[[ Input for this task open ]]

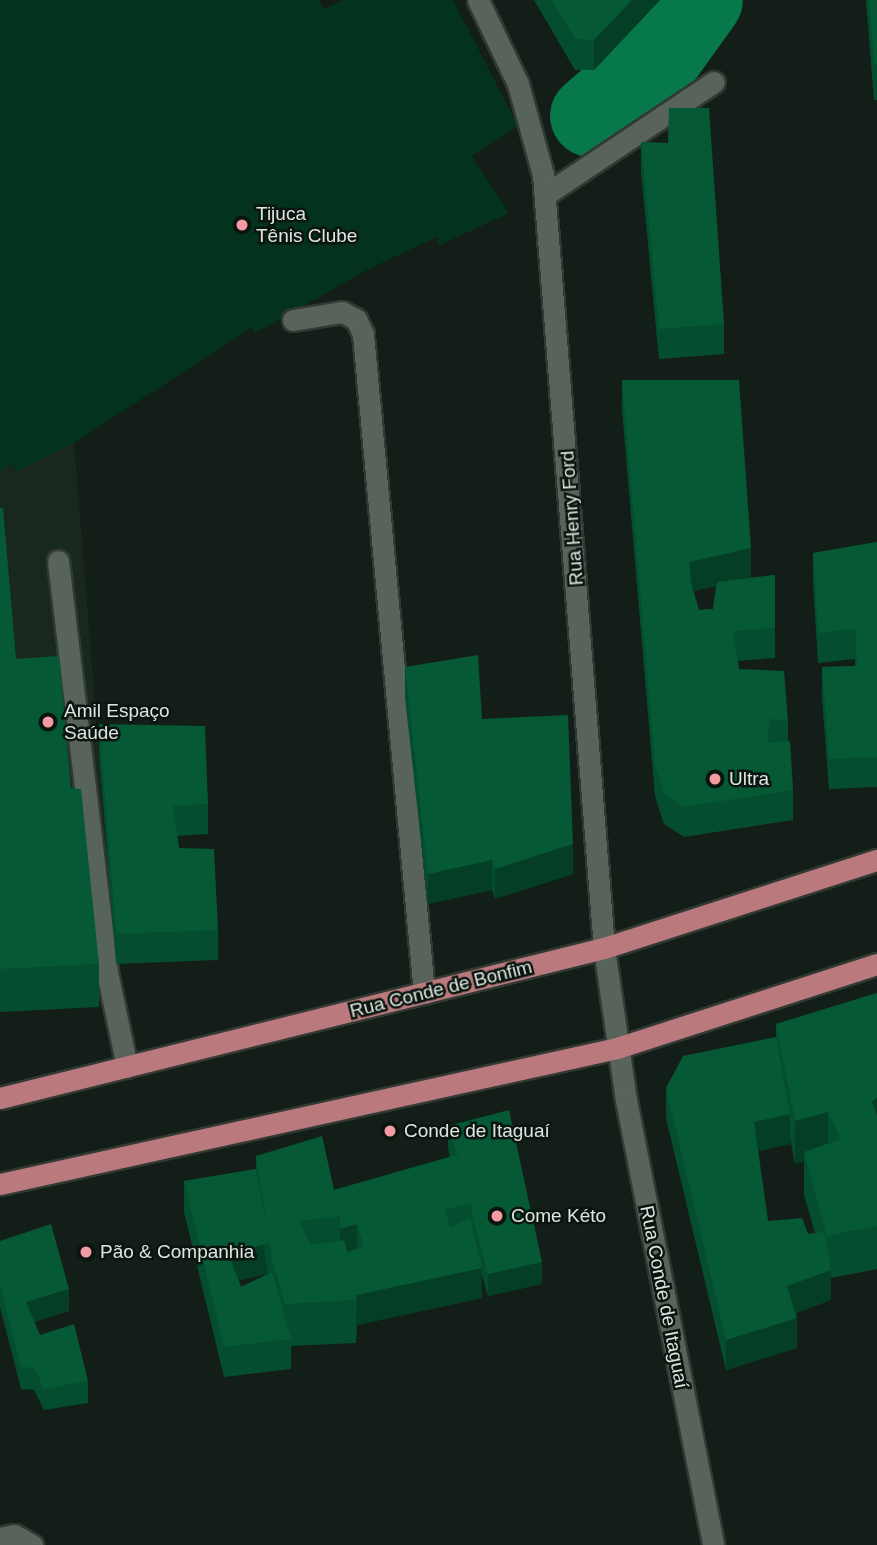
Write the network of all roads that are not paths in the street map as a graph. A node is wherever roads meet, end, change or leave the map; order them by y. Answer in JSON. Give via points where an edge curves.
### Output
{"nodes":[{"id":1,"x":478,"y":0,"type":"edge"},
{"id":2,"x":714,"y":82,"type":"dead end"},
{"id":3,"x":545,"y":195,"type":"junction"},
{"id":4,"x":293,"y":320,"type":"dead end"},
{"id":5,"x":58,"y":561,"type":"dead end"},
{"id":6,"x":877,"y":860,"type":"edge"},
{"id":7,"x":604,"y":948,"type":"junction"},
{"id":8,"x":877,"y":964,"type":"edge"},
{"id":9,"x":424,"y":993,"type":"junction"},
{"id":10,"x":617,"y":1048,"type":"junction"},
{"id":11,"x":127,"y":1068,"type":"junction"},
{"id":12,"x":0,"y":1098,"type":"edge"},
{"id":13,"x":0,"y":1184,"type":"edge"},
{"id":14,"x":0,"y":1538,"type":"edge"},
{"id":15,"x":32,"y":1545,"type":"edge"},
{"id":16,"x":713,"y":1545,"type":"edge"}],
"edges":[{"from":1,"to":3,"type":"street","name":"Rua Henry Ford","via":[[518,84]]},
{"from":2,"to":3,"type":"street"},
{"from":3,"to":7,"type":"street","name":"Rua Henry Ford"},
{"from":4,"to":9,"type":"street","via":[[342,313],[356,319],[363,334]]},
{"from":5,"to":11,"type":"street","via":[[107,972]]},
{"from":6,"to":7,"type":"main road","name":"Rua Conde de Bonfim"},
{"from":7,"to":9,"type":"main road","name":"Rua Conde de Bonfim"},
{"from":7,"to":10,"type":"street","name":"Rua Henry Ford"},
{"from":8,"to":10,"type":"main road"},
{"from":9,"to":11,"type":"main road","name":"Rua Conde de Bonfim"},
{"from":10,"to":13,"type":"main road"},
{"from":10,"to":16,"type":"street","name":"Rua Conde de Itaguaí"},
{"from":11,"to":12,"type":"main road","name":"Rua Conde de Bonfim"},
{"from":14,"to":15,"type":"street","via":[[14,1535]]}]}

[[ Input for this task closed ]]

Pull every line with the string "Ford" out of the material.

"edges":[{"from":1,"to":3,"type":"street","name":"Rua Henry Ford","via":[[518,84]]},
{"from":3,"to":7,"type":"street","name":"Rua Henry Ford"},
{"from":7,"to":10,"type":"street","name":"Rua Henry Ford"},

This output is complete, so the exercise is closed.